AWARD OF THE ARBITRATOR

The Joint Statement of facts and the Joint Statement of Issue in this matter are as follows:

JOINT STATEMENT OF FACTS:

During the months of April and May 1979, the work of installing gas lines along track No. 46 of the car Shop, Weston Shops, was performed by Randall Pluming and Heating Company. Also, during the month of May, 1979, repairs to an air conditioning unit at the Frog Shop, Weston Shops were performed by Whitehall Refrigeration and Air Conditioning Limited.

JOINT STATEMENT OF ISSUE:

It is the position of the Union that CP Rail violated the provisions of Wage Agreement No. 16 and the letter to Mr. R. E. Peer, Chairman, Associated Railway Unions dated April 28, 1978 on "Contracting-Out of Work".

It is the position of the Company that the work in question is not normally and usually performed by Pipefitters represented by Division No. 4. R.E.D., A.F. of L. C.I.O. and covered by Wage Agreement No. 16, and further, that as there were no employees qualified to do the work who were unable to hold work as a result of this contracting-out, in accordance with the final paragraph of the letter dated April 28, 1978 there is no grievance under the Collective Agreement in respect of this matter, and the case is therefore not arbitrable.

The letter of April 28, 1978, sets out the agreement of the parties that "work presently and normally performed" by members of the bargaining unit will not be contracted-out. Even such work, according to the letter, may be contracted-out in certain circumstances, including those "where sufficient employees, qualified to perform the work, are not available". Grievances with respect to the contracting-out of work in violation of that agreement may be brought where such contracting-out "results in an employee being unable to hold work".

There were, as the Joint Statement makes clear, two sorts of work contracted-out in this case. One was the installation of gas lines, the other was repairs to an air conditioning unit. This sort of work is included within the definition of pipefitters' work set out in article 56.3 of the collective agreement, and is thus work which members of the bargaining unit and particularly pipefitters rather than members of other crafts coming within the bargaining unit might be expected to perform.

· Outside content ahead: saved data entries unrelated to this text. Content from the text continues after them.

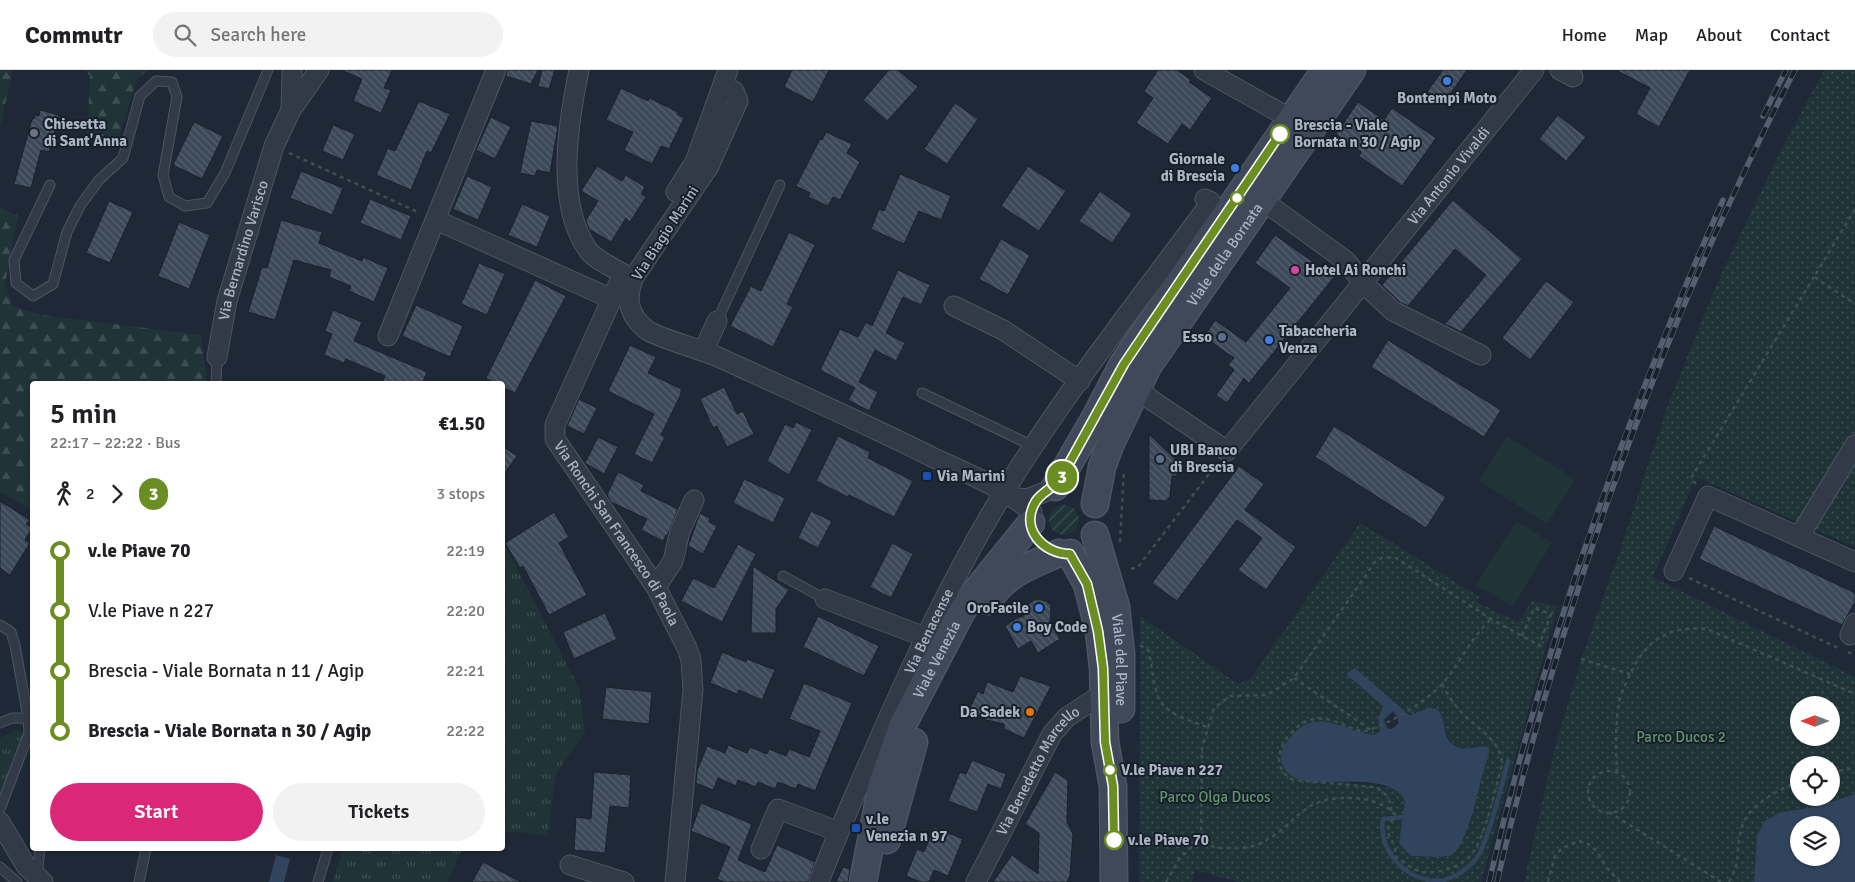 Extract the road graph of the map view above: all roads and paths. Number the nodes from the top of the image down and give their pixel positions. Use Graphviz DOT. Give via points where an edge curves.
graph roads {
  1 [pos="268,70"];
  2 [pos="292,70"];
  3 [pos="319,70"];
  4 [pos="496,70"];
  5 [pos="579,70"];
  6 [pos="1204,70"];
  7 [pos="1325,70"];
  8 [pos="1352,70"];
  9 [pos="1534,70"];
  10 [pos="726,77"];
  11 [pos="291,110"];
  12 [pos="1291,119"];
  13 [pos="274,146"];
  14 [pos="50,184"];
  15 [pos="780,185"];
  16 [pos="1205,199"];
  17 [pos="1262,200"];
  18 [pos="1855,209"];
  19 [pos="436,220"];
  20 [pos="623,274"];
  21 [pos="1814,277"];
  22 [pos="1362,283"];
  23 [pos="612,299"];
  24 [pos="1855,304"];
  25 [pos="954,306"];
  26 [pos="718,321"];
  27 [pos="388,336"];
  28 [pos="704,350"];
  29 [pos="1482,355"];
  30 [pos="217,357"];
  31 [pos="216,381"];
  32 [pos="1080,381"];
  33 [pos="1138,387"];
  34 [pos="922,393"];
  35 [pos="1855,445"];
  36 [pos="1033,446"];
  37 [pos="1227,451"];
  38 [pos="1124,466"];
  39 [pos="1708,496"];
  40 [pos="694,500"];
  41 [pos="1030,501"];
  42 [pos="1095,504"];
  43 [pos="1095,535"];
  44 [pos="1799,537"];
  45 [pos="1120,546"];
  46 [pos="1064,554"];
  47 [pos="1855,562"];
  48 [pos="1131,569"];
  49 [pos="1674,571"];
  50 [pos="783,576"];
  51 [pos="656,587"];
  52 [pos="825,600"];
  53 [pos="1491,619"];
  54 [pos="0,625"];
  55 [pos="1522,636"];
  56 [pos="925,637"];
  57 [pos="1131,645"];
  58 [pos="1539,645"];
  59 [pos="1544,648"];
  60 [pos="1855,656"];
  61 [pos="1581,660"];
  62 [pos="1630,674"];
  63 [pos="1294,678"];
  64 [pos="1442,684"];
  65 [pos="1113,687"];
  66 [pos="928,694"];
  67 [pos="1855,694"];
  68 [pos="28,718"];
  69 [pos="0,723"];
  70 [pos="1207,727"];
  71 [pos="1371,730"];
  72 [pos="1855,768"];
  73 [pos="1840,770"];
  74 [pos="1617,773"];
  75 [pos="882,784"];
  76 [pos="1790,785"];
  77 [pos="851,804"];
  78 [pos="0,809"];
  79 [pos="1391,811"];
  80 [pos="876,812"];
  81 [pos="1609,812"];
  82 [pos="0,822"];
  83 [pos="837,831"];
  84 [pos="1201,838"];
  85 [pos="761,849"];
  86 [pos="40,851"];
  87 [pos="146,851"];
  88 [pos="327,851"];
  89 [pos="570,865"];
  90 [pos="0,868"];
  91 [pos="40,879"];
  92 [pos="17,882"];
  93 [pos="139,882"];
  94 [pos="318,882"];
  95 [pos="624,882"];
  96 [pos="675,882"];
  97 [pos="818,882"];
  98 [pos="864,882"];
  99 [pos="878,882"];
  100 [pos="976,882"];
  101 [pos="1114,882"];
  102 [pos="1166,882"];
  103 [pos="1548,882"];
  104 [pos="1620,882"];
  105 [pos="1721,882"];
  106 [pos="1729,882"];
  1 -- 14 [label="lane" via="225,172 207,203 185,206 169,197 164,175 177,97 172,82 156,81 140,96 123,158 99,180 80,206 67,232 53,284 33,296 16,283 14,260"];
  2 -- 11 [label="street, Via Bernardino Varisco"];
  3 -- 11 [label="street, Via Bernardino Varisco"];
  4 -- 19 [label="street"];
  5 -- 20 [label="street" via="570,128 569,202 589,252"];
  6 -- 12 [label="street"];
  7 -- 12 [label="main road, Viale della Bornata"];
  8 -- 17 [label="main road, Viale della Bornata"];
  9 -- 22 [label="street, Via Antonio Vivaldi"];
  10 -- 20 [label="street, Via Ronchi San Francesco di Paola" via="695,162"];
  10 -- 28 [label="street, Via Biagio Marini" via="738,101 709,166 634,276 628,296 635,318 649,331"];
  11 -- 13 [label="street, Via Bernardino Varisco"];
  12 -- 41 [label="main road, Viale della Bornata" via="1124,364 1096,416"];
  13 -- 19 [label="path"];
  13 -- 30 [label="street, Via Bernardino Varisco" via="227,301"];
  15 -- 26 [label="lane"];
  16 -- 32 [label="street" via="1211,202"];
  17 -- 22 [label="street" via="1346,261"];
  17 -- 33 [label="main road, Viale della Bornata" via="1148,366"];
  18 -- 21 [label="path"];
  19 -- 23 [label="street"];
  19 -- 27 [label="street"];
  20 -- 23 [label="street, Via Ronchi San Francesco di Paola"];
  21 -- 24 [label="path"];
  21 -- 39 [label="path" via="1691,478"];
  22 -- 29 [label="street" via="1393,311"];
  22 -- 37 [label="street, Via Antonio Vivaldi"];
  23 -- 51 [label="street, Via Ronchi San Francesco di Paola" via="556,425 555,439"];
  25 -- 32 [label="street" via="1003,330"];
  26 -- 28 [label="street"];
  28 -- 41 [label="street, Via Biagio Marini"];
  30 -- 31 [label="lane"];
  32 -- 36 [label="street"];
  33 -- 37 [label="street" via="1150,400"];
  33 -- 42 [label="main road, Viale della Bornata" via="1102,467"];
  34 -- 36 [label="lane"];
  35 -- 44 [label="street"];
  36 -- 41 [label="street"];
  37 -- 48 [label="path" via="1138,567"];
  38 -- 45 [label="path"];
  39 -- 44 [label="street"];
  39 -- 49 [label="street"];
  40 -- 51 [label="street" via="680,531 673,561"];
  41 -- 42 [label="main road" via="1067,486 1078,488"];
  41 -- 46 [label="main road" via="1034,534 1040,544"];
  41 -- 56 [label="street, Via Benacense"];
  41 -- 75 [label="main road, Viale Venezia" via="962,612 903,724"];
  42 -- 43 [label="main road" via="1098,525"];
  43 -- 46 [label="main road" via="1080,550"];
  43 -- 65 [label="main road, Viale del Piave" via="1116,607"];
  44 -- 47 [label="street"];
  46 -- 65 [label="main road, Viale del Piave" via="1087,584"];
  46 -- 66 [label="main road, Viale Venezia" via="1024,567 992,594 939,682"];
  49 -- 60 [label="path"];
  50 -- 52 [label="lane"];
  51 -- 96 [label="street, Via Ronchi San Francesco di Paola" via="691,660 693,690"];
  52 -- 56 [label="street, Viale Venezia"];
  53 -- 55 [label="path"];
  53 -- 63 [label="path" via="1396,558 1382,557 1362,578"];
  53 -- 64 [label="path"];
  54 -- 68 [label="lane" via="11,632 15,645"];
  55 -- 58 [label="path"];
  55 -- 58 [label="path" via="1534,608 1551,614"];
  56 -- 77 [label="street, Via Benacense"];
  57 -- 70 [label="path" via="1144,645 1149,650 1156,695 1161,704 1184,719"];
  58 -- 59 [label="path"];
  61 -- 62 [label="path"];
  62 -- 67 [label="path" via="1642,652 1652,643 1663,635 1693,628 1715,632"];
  62 -- 74 [label="path" via="1619,700"];
  63 -- 70 [label="path" via="1267,695 1237,695 1224,699 1214,708"];
  63 -- 71 [label="path"];
  64 -- 71 [label="path" via="1407,712"];
  64 -- 79 [label="path" via="1462,713 1493,741 1502,756 1486,820 1471,856 1439,871 1421,872 1396,857 1387,831 1395,814"];
  65 -- 100 [label="street, Via Benedetto Marcello" via="1067,717 1052,734"];
  65 -- 101 [label="main road, Viale del Piave" via="1120,744 1113,786"];
  66 -- 75 [label="street, Viale Venezia" via="897,761"];
  66 -- 99 [label="main road, Viale Venezia"];
  68 -- 69 [label="lane" via="12,718"];
  68 -- 78 [label="lane" via="28,733"];
  70 -- 84 [label="path" via="1201,758"];
  71 -- 79 [label="path" via="1362,731 1329,719 1306,722 1283,742 1278,761 1283,773 1293,780 1380,789 1389,798"];
  72 -- 73 [label="path"];
  74 -- 81 [label="path" via="1627,782 1629,796 1622,808"];
  74 -- 81 [label="path" via="1604,771 1589,784 1592,803 1602,812"];
  75 -- 77 [label="street, Via Benacense"];
  75 -- 80 [label="main road, Viale Venezia"];
  76 -- 106 [label="path" via="1777,791 1746,817 1741,829 1736,869"];
  77 -- 80 [label="street"];
  77 -- 83 [label="street, Via Benacense"];
  79 -- 84 [label="path" via="1364,798 1328,798 1305,808 1281,830 1254,845 1220,848 1209,846"];
  80 -- 98 [label="main road, Viale Venezia"];
  81 -- 105 [label="path"];
  82 -- 91 [label="street" via="26,866"];
  83 -- 85 [label="street" via="778,809"];
  83 -- 97 [label="street, Via Benacense"];
  84 -- 102 [label="path" via="1180,858"];
  86 -- 91 [label="lane"];
  87 -- 93 [label="lane"];
  88 -- 94 [label="lane"];
  89 -- 95 [label="street"];
  90 -- 92 [label="lane"];
  103 -- 104 [label="path" via="1555,856 1562,848 1579,841 1597,850 1606,867"];
}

This is not to say, however, that such work is in fact "normally performed" by members of the bargaining unit, and certainly not that it is exclusively performed by them. Indeed, it is acknowledged that "pipefitting work" performed by the company is divided more or less evenly between the shop craft employees (represented by, the union in this case) and employees in the Bridge and Building department (represented by another union and covered by another collective agreement). In the instant case, of course, the work was not performed by any employees of the company but was indeed contracted-out. Whatever question that might raise under some other collective agreement, the issue here is, first, whether or not the work in question is "presently and normally performed by members of this bargaining unit".

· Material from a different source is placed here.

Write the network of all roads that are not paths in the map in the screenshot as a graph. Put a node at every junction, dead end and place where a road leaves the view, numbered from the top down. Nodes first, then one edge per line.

It appears from the material before me that the installation of gas lines along the track would, normally, be work to be assigned to employees in the Bridge and Building department, rather than by employees represented by this union. While maintenance of such lines may be done by these employees, and while they may, if Bridge and Building employees are unavailable, perform such work, it does not appear that they "normally" perform it. As to the repairs to the air conditioning unit, that would not appear to be the work of other employees, and it does come generally within the scope of "pipefitters' work". It would be my finding, for the purposes of this case, that such work is "normally peformed" by members of the bargaining unit.

As to the installation of the gas lines, even if such work were "normally" that of pipefitters in this bargaining unit, it appears that the work required licenced pipefitters and that the employees concerned were not such. The case would then come within the exception referred to above: sufficient employees, qualified to perform the work, were not available. It is not clear from the material before me whether or not the employees working on air conditioning repairs were subject to the same requirement.

Finally, even if the work were "normally performed" by employees in the bargaining unit, and even if there were sufficient qualified employees to perform it, a grievance may be brought only where an employee is "unable to hold work" as a result of contracting-out. In the instant case, it would appear that while certain employees were laid off, they were employees not then qualified to perform the work. They were, it seems, pipefitter helpers, and not pipefitters. Further, their change of status occurred some time after the performance of the work contracted-out had begun, and was not directly attributable to it.

In any event, then, the contracting-out of the work in question was not a violation of the collective agreement, and, more clearly, not one for which a grievance could be brought.

For all of the foregoing reasons, the grievance must be dismissed.

DATED AT TORONTO, this 1st day of August, 1980.